Task statement |
In the records below, find every line that contains "paths" and list it.

[Items from a dataset]
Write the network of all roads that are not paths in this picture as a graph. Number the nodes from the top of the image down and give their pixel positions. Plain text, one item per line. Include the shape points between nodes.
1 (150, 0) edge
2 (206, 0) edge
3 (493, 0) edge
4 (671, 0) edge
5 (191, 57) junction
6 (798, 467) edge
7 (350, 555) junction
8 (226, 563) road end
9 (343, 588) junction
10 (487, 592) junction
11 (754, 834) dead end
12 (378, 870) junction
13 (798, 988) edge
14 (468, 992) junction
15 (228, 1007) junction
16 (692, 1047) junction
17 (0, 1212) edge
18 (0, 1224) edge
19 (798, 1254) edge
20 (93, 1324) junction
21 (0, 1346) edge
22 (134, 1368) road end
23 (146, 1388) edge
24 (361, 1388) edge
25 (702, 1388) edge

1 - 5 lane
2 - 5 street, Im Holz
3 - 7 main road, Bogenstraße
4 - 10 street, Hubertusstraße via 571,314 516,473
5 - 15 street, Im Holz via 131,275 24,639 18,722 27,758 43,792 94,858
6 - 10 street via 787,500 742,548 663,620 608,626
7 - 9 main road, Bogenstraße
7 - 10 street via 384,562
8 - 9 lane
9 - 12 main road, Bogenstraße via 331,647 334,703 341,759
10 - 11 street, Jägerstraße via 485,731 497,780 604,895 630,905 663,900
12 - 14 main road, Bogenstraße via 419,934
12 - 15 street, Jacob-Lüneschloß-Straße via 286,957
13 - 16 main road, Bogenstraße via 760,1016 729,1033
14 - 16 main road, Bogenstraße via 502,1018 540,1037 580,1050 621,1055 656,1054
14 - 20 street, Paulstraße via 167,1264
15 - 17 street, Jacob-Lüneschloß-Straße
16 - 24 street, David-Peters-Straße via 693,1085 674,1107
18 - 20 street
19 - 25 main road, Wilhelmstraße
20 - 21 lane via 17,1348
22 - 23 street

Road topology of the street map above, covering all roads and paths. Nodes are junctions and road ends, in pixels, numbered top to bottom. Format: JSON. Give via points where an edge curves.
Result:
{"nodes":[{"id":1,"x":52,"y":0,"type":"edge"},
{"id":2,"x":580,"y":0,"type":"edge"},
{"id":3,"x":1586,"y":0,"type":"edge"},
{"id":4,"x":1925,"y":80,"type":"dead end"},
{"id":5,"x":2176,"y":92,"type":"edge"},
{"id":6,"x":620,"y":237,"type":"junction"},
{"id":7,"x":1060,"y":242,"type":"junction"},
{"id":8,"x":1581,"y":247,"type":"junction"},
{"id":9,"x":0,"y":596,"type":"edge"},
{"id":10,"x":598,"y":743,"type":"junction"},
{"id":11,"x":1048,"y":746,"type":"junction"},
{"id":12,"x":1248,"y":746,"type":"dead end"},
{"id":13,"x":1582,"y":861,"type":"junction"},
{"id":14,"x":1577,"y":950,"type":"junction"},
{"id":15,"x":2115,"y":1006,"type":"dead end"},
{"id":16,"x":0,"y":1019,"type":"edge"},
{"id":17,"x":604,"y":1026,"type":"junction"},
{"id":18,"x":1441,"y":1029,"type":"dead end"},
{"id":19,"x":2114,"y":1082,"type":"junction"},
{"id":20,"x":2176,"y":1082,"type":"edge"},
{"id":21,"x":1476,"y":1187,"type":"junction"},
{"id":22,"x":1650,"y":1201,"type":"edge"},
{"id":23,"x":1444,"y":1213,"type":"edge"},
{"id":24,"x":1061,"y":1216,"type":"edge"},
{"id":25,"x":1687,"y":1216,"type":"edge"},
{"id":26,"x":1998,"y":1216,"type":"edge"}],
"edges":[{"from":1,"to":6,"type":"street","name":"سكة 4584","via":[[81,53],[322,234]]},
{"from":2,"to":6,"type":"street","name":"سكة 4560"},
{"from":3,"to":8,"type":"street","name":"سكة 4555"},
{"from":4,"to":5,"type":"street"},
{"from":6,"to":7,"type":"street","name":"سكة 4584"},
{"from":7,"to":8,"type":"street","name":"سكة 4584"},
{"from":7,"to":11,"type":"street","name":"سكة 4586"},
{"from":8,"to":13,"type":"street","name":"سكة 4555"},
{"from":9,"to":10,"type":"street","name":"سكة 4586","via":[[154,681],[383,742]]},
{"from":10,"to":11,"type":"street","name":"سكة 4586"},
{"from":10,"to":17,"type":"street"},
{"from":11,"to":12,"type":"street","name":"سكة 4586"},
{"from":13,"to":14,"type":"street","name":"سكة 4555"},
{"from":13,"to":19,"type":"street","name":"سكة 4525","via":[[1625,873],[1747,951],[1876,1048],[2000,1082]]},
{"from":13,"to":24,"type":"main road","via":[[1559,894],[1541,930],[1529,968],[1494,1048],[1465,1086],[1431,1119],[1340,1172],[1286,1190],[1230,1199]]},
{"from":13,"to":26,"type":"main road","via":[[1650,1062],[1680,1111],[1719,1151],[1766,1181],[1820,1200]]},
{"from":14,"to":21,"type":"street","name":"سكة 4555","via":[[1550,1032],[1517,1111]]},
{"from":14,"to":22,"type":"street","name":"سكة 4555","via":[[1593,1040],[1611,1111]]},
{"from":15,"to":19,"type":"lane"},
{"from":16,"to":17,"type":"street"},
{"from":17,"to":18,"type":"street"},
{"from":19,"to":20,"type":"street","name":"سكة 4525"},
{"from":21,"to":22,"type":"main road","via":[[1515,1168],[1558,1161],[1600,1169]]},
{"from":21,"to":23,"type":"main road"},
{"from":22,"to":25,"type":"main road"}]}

Solution to the problem |
Write the network of all roads that are not paths in this picture as a graph. Number the nodes from the top of the image down and give their pixel positions. Plain text, one item per line. Include the shape points between nodes.
Road topology of the street map above, covering all roads and paths. Nodes are junctions and road ends, in pixels, numbered top to bottom. Format: JSON. Give via points where an edge curves.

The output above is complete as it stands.